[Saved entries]
────

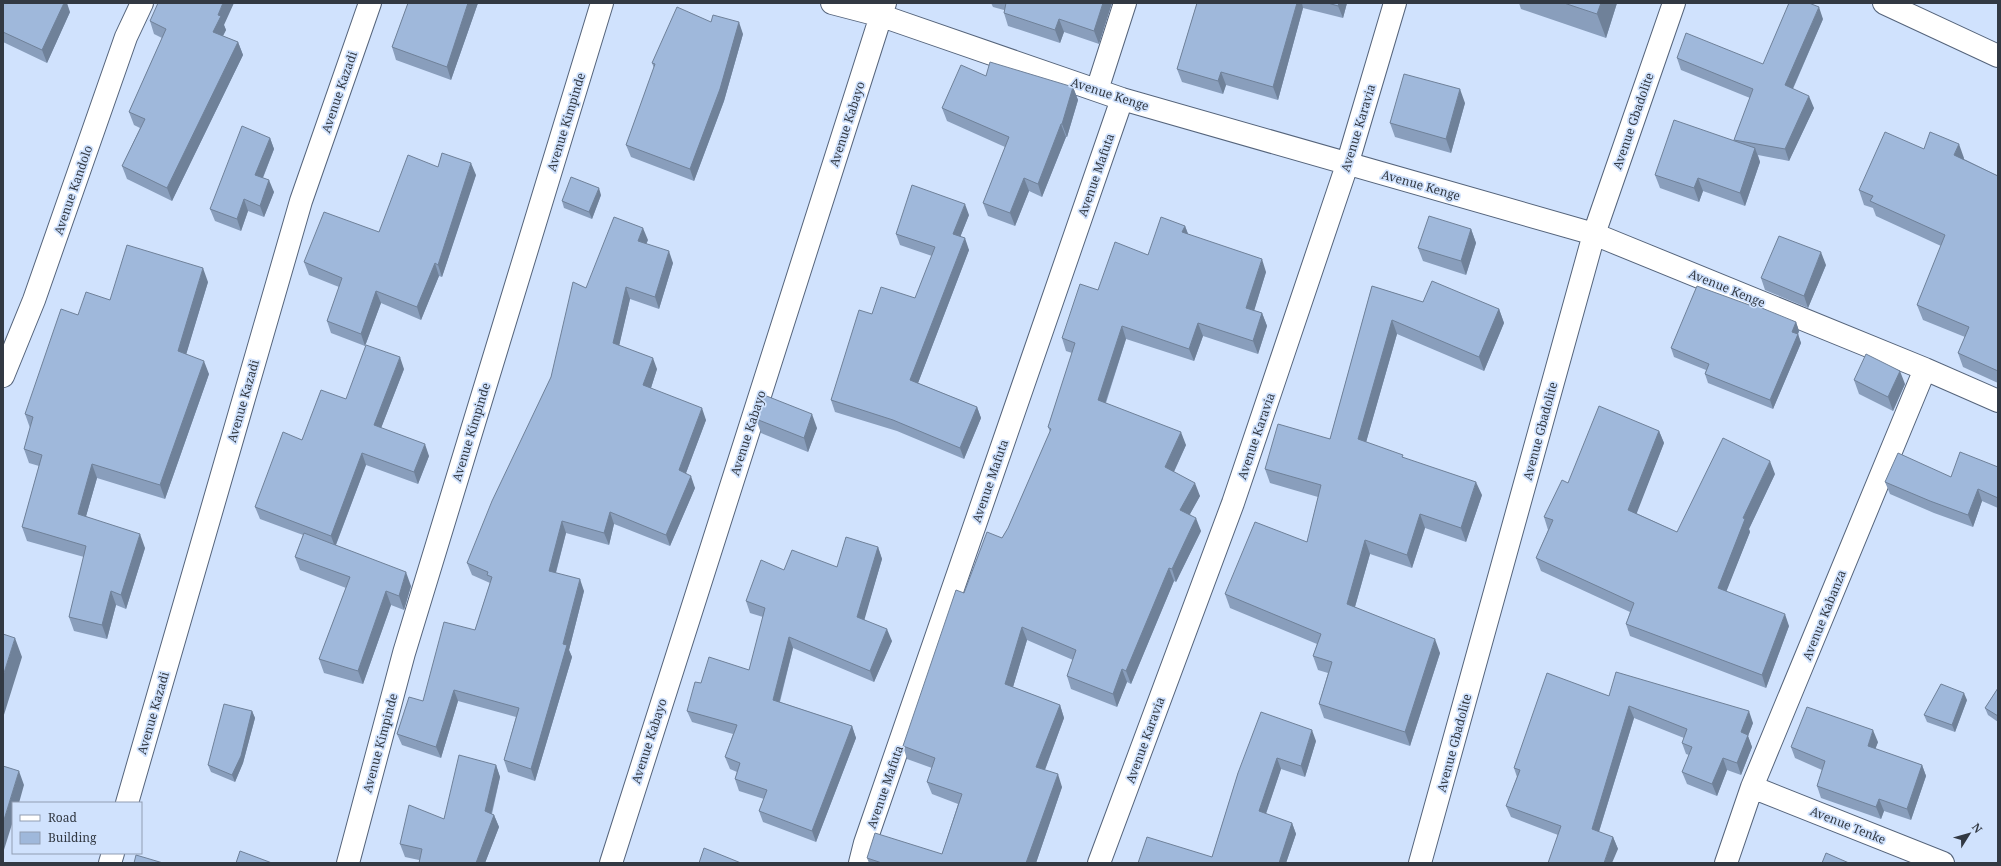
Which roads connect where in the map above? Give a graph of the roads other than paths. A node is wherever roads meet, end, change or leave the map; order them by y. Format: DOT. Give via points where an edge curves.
graph roads {
  1 [pos="142,3"];
  2 [pos="370,3"];
  3 [pos="602,3"];
  4 [pos="832,3"];
  5 [pos="1125,3"];
  6 [pos="1395,3"];
  7 [pos="1674,3"];
  8 [pos="1884,3"];
  9 [pos="883,10"];
  10 [pos="1998,56"];
  11 [pos="1097,90"];
  12 [pos="1122,99"];
  13 [pos="1347,165"];
  14 [pos="1594,234"];
  15 [pos="1926,368"];
  16 [pos="3,376"];
  17 [pos="1998,401"];
  18 [pos="1752,786"];
  19 [pos="127,802"];
  20 [pos="348,863"];
  21 [pos="611,863"];
  22 [pos="860,863"];
  23 [pos="1099,863"];
  24 [pos="1420,863"];
  25 [pos="1726,863"];
  26 [pos="1943,863"];
  1 -- 16 [label="street, Avenue Kandolo" via="126,37 34,300"];
  2 -- 19 [label="street, Avenue Kazadi" via="301,201"];
  3 -- 20 [label="street, Avenue Kimpinde" via="404,653"];
  4 -- 9 [label="street, Avenue Kenge"];
  5 -- 11 [label="street"];
  6 -- 13 [label="street, Avenue Karavia"];
  7 -- 14 [label="street, Avenue Gbadolite"];
  8 -- 10 [label="street"];
  9 -- 11 [label="street, Avenue Kenge"];
  9 -- 21 [label="street, Avenue Kabayo"];
  11 -- 12 [label="street, Avenue Kenge"];
  12 -- 13 [label="street, Avenue Kenge"];
  12 -- 22 [label="street, Avenue Mafuta"];
  13 -- 14 [label="street, Avenue Kenge"];
  13 -- 23 [label="street, Avenue Karavia" via="1233,503"];
  14 -- 15 [label="street, Avenue Kenge"];
  14 -- 24 [label="street, Avenue Gbadolite"];
  15 -- 17 [label="street, Avenue Kenge"];
  15 -- 18 [label="street, Avenue Kabanza"];
  18 -- 25 [label="street, Avenue Kabanza"];
  18 -- 26 [label="street, Avenue Tenke"];
}
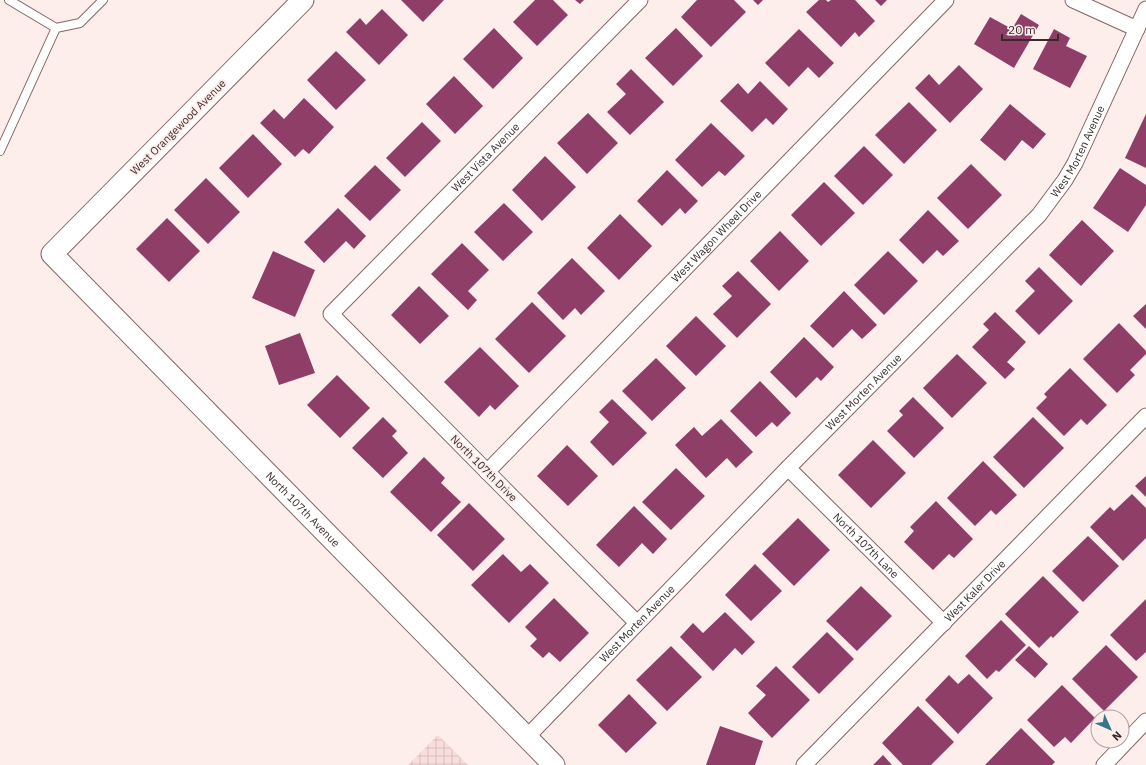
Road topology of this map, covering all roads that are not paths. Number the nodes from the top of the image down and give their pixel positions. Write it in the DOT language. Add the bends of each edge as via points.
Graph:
graph roads {
  1 [pos="9,0"];
  2 [pos="103,0"];
  3 [pos="304,0"];
  4 [pos="640,0"];
  5 [pos="946,0"];
  6 [pos="1073,0"];
  7 [pos="1146,10"];
  8 [pos="56,28"];
  9 [pos="1137,29"];
  10 [pos="0,151"];
  11 [pos="52,254"];
  12 [pos="331,314"];
  13 [pos="1146,416"];
  14 [pos="788,468"];
  15 [pos="487,472"];
  16 [pos="637,622"];
  17 [pos="944,623"];
  18 [pos="1146,721"];
  19 [pos="527,737"];
  20 [pos="554,765"];
  21 [pos="804,765"];
  22 [pos="1104,765"];
  1 -- 8 [label="lane"];
  2 -- 8 [label="lane" via="80,23"];
  3 -- 11 [label="street, West Orangewood Avenue"];
  4 -- 12 [label="street, West Vista Avenue"];
  5 -- 15 [label="street, West Wagon Wheel Drive"];
  6 -- 9 [label="street"];
  7 -- 9 [label="street, West Morten Avenue"];
  8 -- 10 [label="lane"];
  9 -- 14 [label="street, West Morten Avenue" via="1075,163 1039,215"];
  11 -- 19 [label="street, North 107th Avenue"];
  12 -- 15 [label="street, North 107th Drive"];
  13 -- 17 [label="street, West Kaler Drive"];
  14 -- 16 [label="street, West Morten Avenue"];
  14 -- 17 [label="street, North 107th Lane"];
  15 -- 16 [label="street, North 107th Drive"];
  16 -- 19 [label="street, West Morten Avenue"];
  17 -- 21 [label="street, West Kaler Drive"];
  18 -- 22 [label="street"];
  19 -- 20 [label="street, North 107th Avenue"];
}
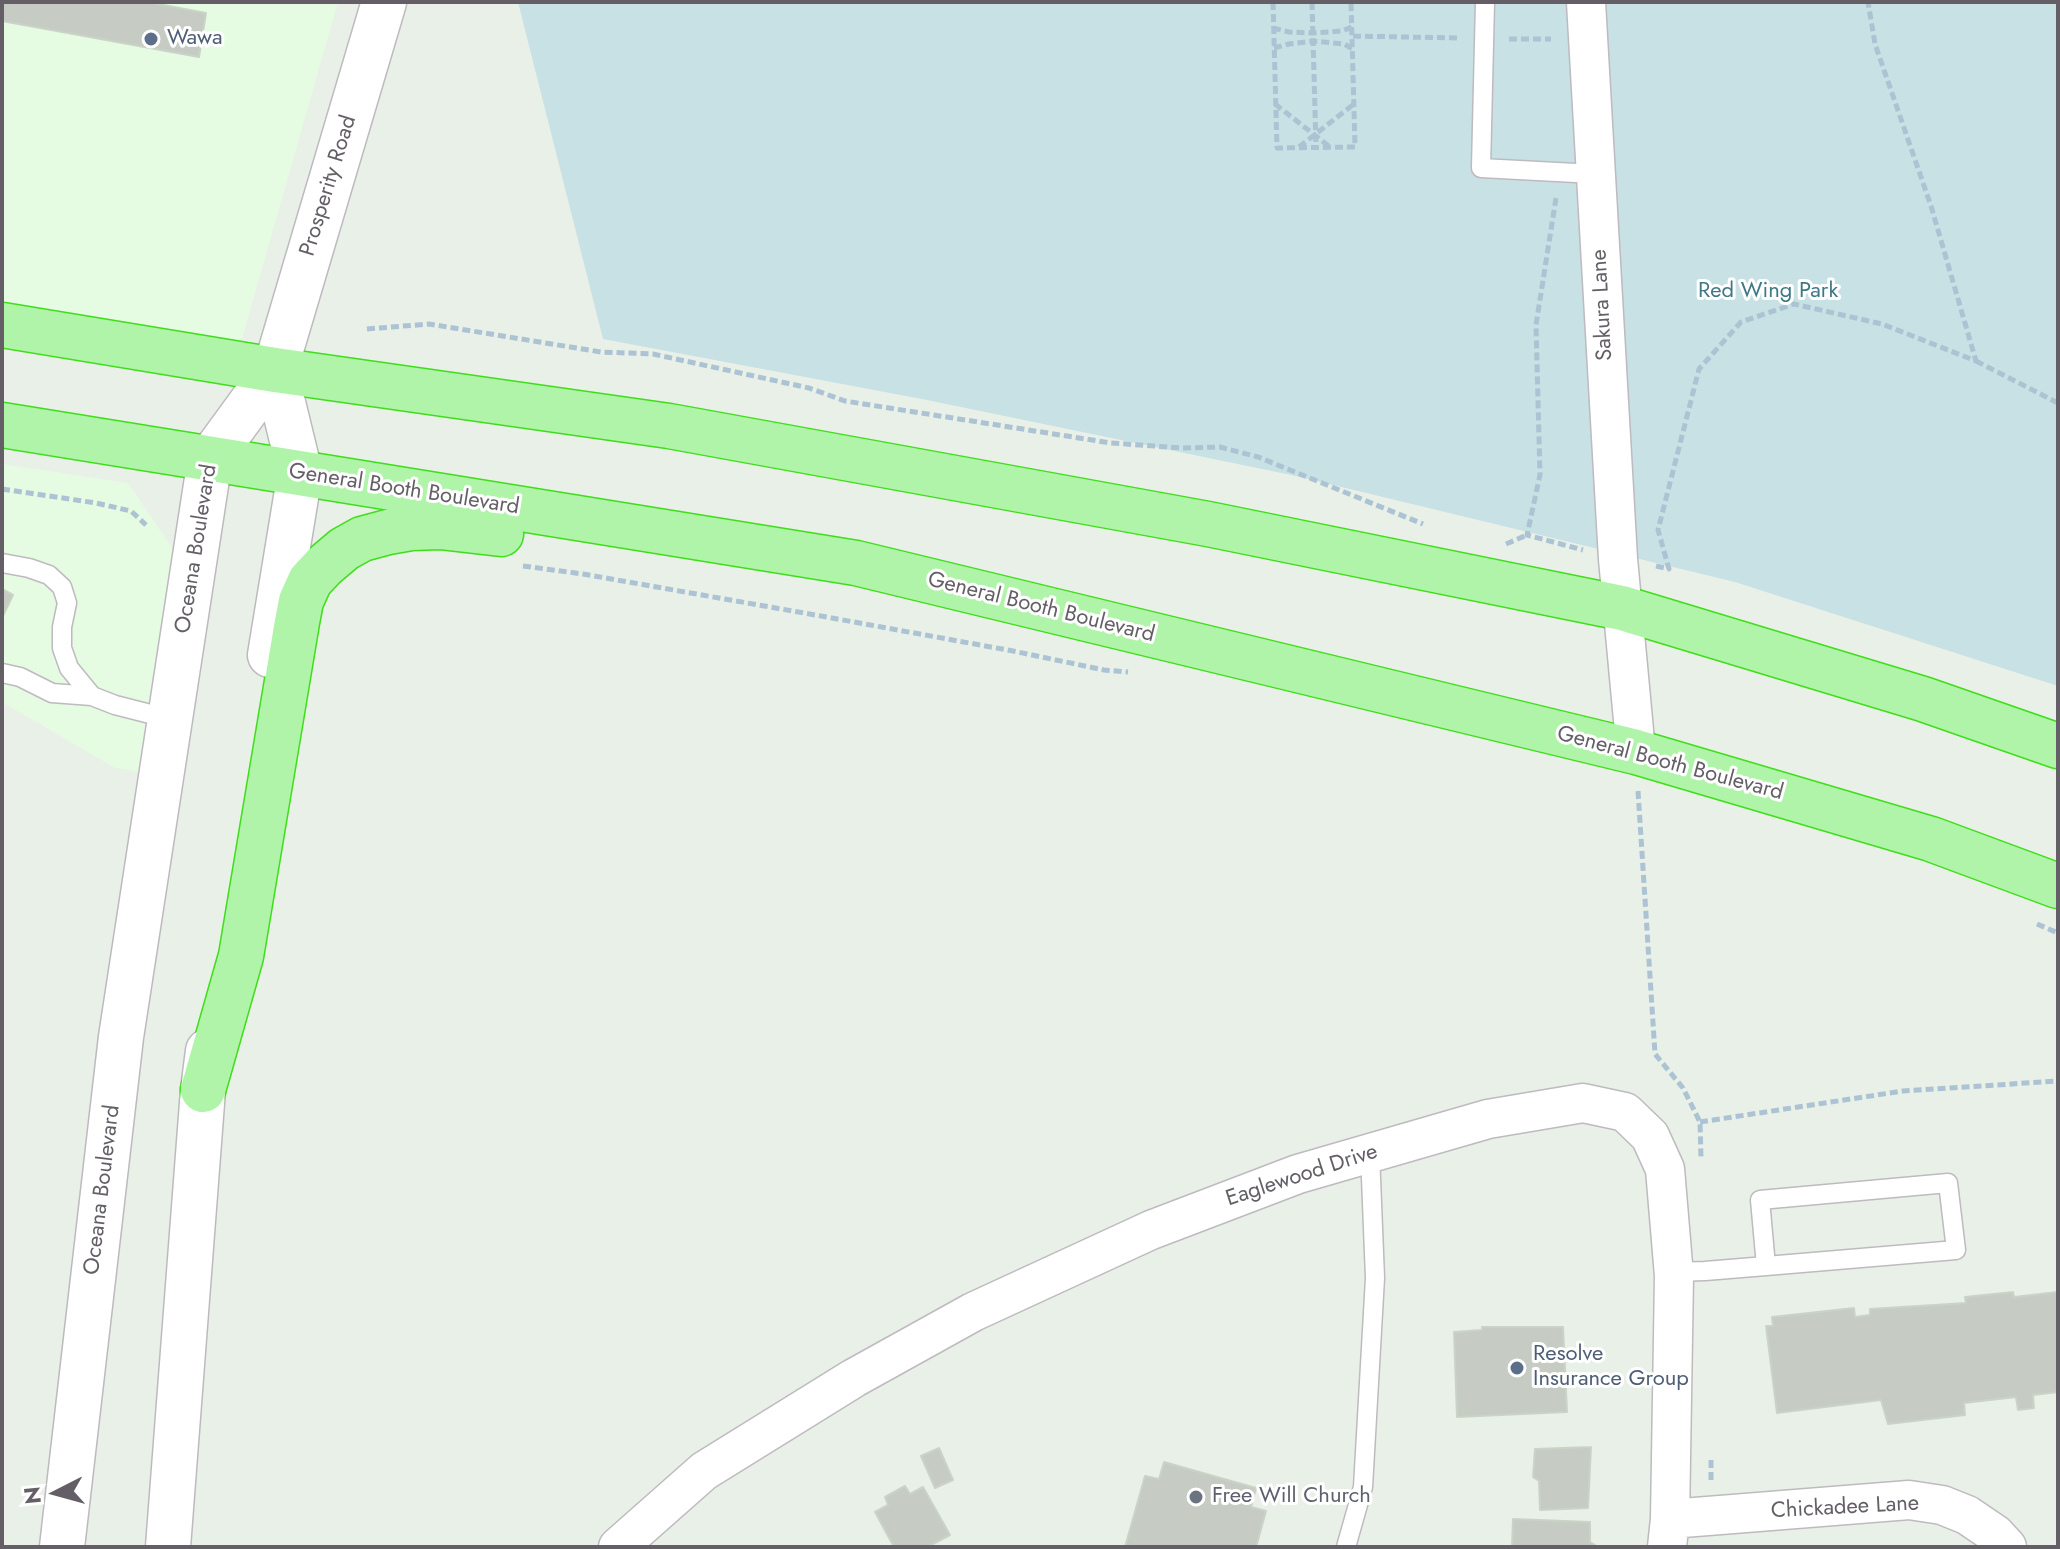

────

> **Exercise requirements**
From the first line to the last, restate the entries exactly, without pictures.

> **Response**
Which roads connect where in the map above? Give a graph of the roads other than paths. A node is wherever roads meet, end, change or leave the map; order them by y. Format: DOT. Give via points where an edge curves.
graph roads {
  1 [pos="142,3"];
  2 [pos="370,3"];
  3 [pos="602,3"];
  4 [pos="832,3"];
  5 [pos="1125,3"];
  6 [pos="1395,3"];
  7 [pos="1674,3"];
  8 [pos="1884,3"];
  9 [pos="883,10"];
  10 [pos="1998,56"];
  11 [pos="1097,90"];
  12 [pos="1122,99"];
  13 [pos="1347,165"];
  14 [pos="1594,234"];
  15 [pos="1926,368"];
  16 [pos="3,376"];
  17 [pos="1998,401"];
  18 [pos="1752,786"];
  19 [pos="127,802"];
  20 [pos="348,863"];
  21 [pos="611,863"];
  22 [pos="860,863"];
  23 [pos="1099,863"];
  24 [pos="1420,863"];
  25 [pos="1726,863"];
  26 [pos="1943,863"];
  1 -- 16 [label="street, Avenue Kandolo" via="126,37 34,300"];
  2 -- 19 [label="street, Avenue Kazadi" via="301,201"];
  3 -- 20 [label="street, Avenue Kimpinde" via="404,653"];
  4 -- 9 [label="street, Avenue Kenge"];
  5 -- 11 [label="street"];
  6 -- 13 [label="street, Avenue Karavia"];
  7 -- 14 [label="street, Avenue Gbadolite"];
  8 -- 10 [label="street"];
  9 -- 11 [label="street, Avenue Kenge"];
  9 -- 21 [label="street, Avenue Kabayo"];
  11 -- 12 [label="street, Avenue Kenge"];
  12 -- 13 [label="street, Avenue Kenge"];
  12 -- 22 [label="street, Avenue Mafuta"];
  13 -- 14 [label="street, Avenue Kenge"];
  13 -- 23 [label="street, Avenue Karavia" via="1233,503"];
  14 -- 15 [label="street, Avenue Kenge"];
  14 -- 24 [label="street, Avenue Gbadolite"];
  15 -- 17 [label="street, Avenue Kenge"];
  15 -- 18 [label="street, Avenue Kabanza"];
  18 -- 25 [label="street, Avenue Kabanza"];
  18 -- 26 [label="street, Avenue Tenke"];
}
Road topology of this map, covering all roads that are not paths. Number the nodes from the top of the image down and give their pixel positions. Write it in the DOT language. Add the bends of each edge as via points.
Graph:
graph roads {
  1 [pos="9,0"];
  2 [pos="103,0"];
  3 [pos="304,0"];
  4 [pos="640,0"];
  5 [pos="946,0"];
  6 [pos="1073,0"];
  7 [pos="1146,10"];
  8 [pos="56,28"];
  9 [pos="1137,29"];
  10 [pos="0,151"];
  11 [pos="52,254"];
  12 [pos="331,314"];
  13 [pos="1146,416"];
  14 [pos="788,468"];
  15 [pos="487,472"];
  16 [pos="637,622"];
  17 [pos="944,623"];
  18 [pos="1146,721"];
  19 [pos="527,737"];
  20 [pos="554,765"];
  21 [pos="804,765"];
  22 [pos="1104,765"];
  1 -- 8 [label="lane"];
  2 -- 8 [label="lane" via="80,23"];
  3 -- 11 [label="street, West Orangewood Avenue"];
  4 -- 12 [label="street, West Vista Avenue"];
  5 -- 15 [label="street, West Wagon Wheel Drive"];
  6 -- 9 [label="street"];
  7 -- 9 [label="street, West Morten Avenue"];
  8 -- 10 [label="lane"];
  9 -- 14 [label="street, West Morten Avenue" via="1075,163 1039,215"];
  11 -- 19 [label="street, North 107th Avenue"];
  12 -- 15 [label="street, North 107th Drive"];
  13 -- 17 [label="street, West Kaler Drive"];
  14 -- 16 [label="street, West Morten Avenue"];
  14 -- 17 [label="street, North 107th Lane"];
  15 -- 16 [label="street, North 107th Drive"];
  16 -- 19 [label="street, West Morten Avenue"];
  17 -- 21 [label="street, West Kaler Drive"];
  18 -- 22 [label="street"];
  19 -- 20 [label="street, North 107th Avenue"];
}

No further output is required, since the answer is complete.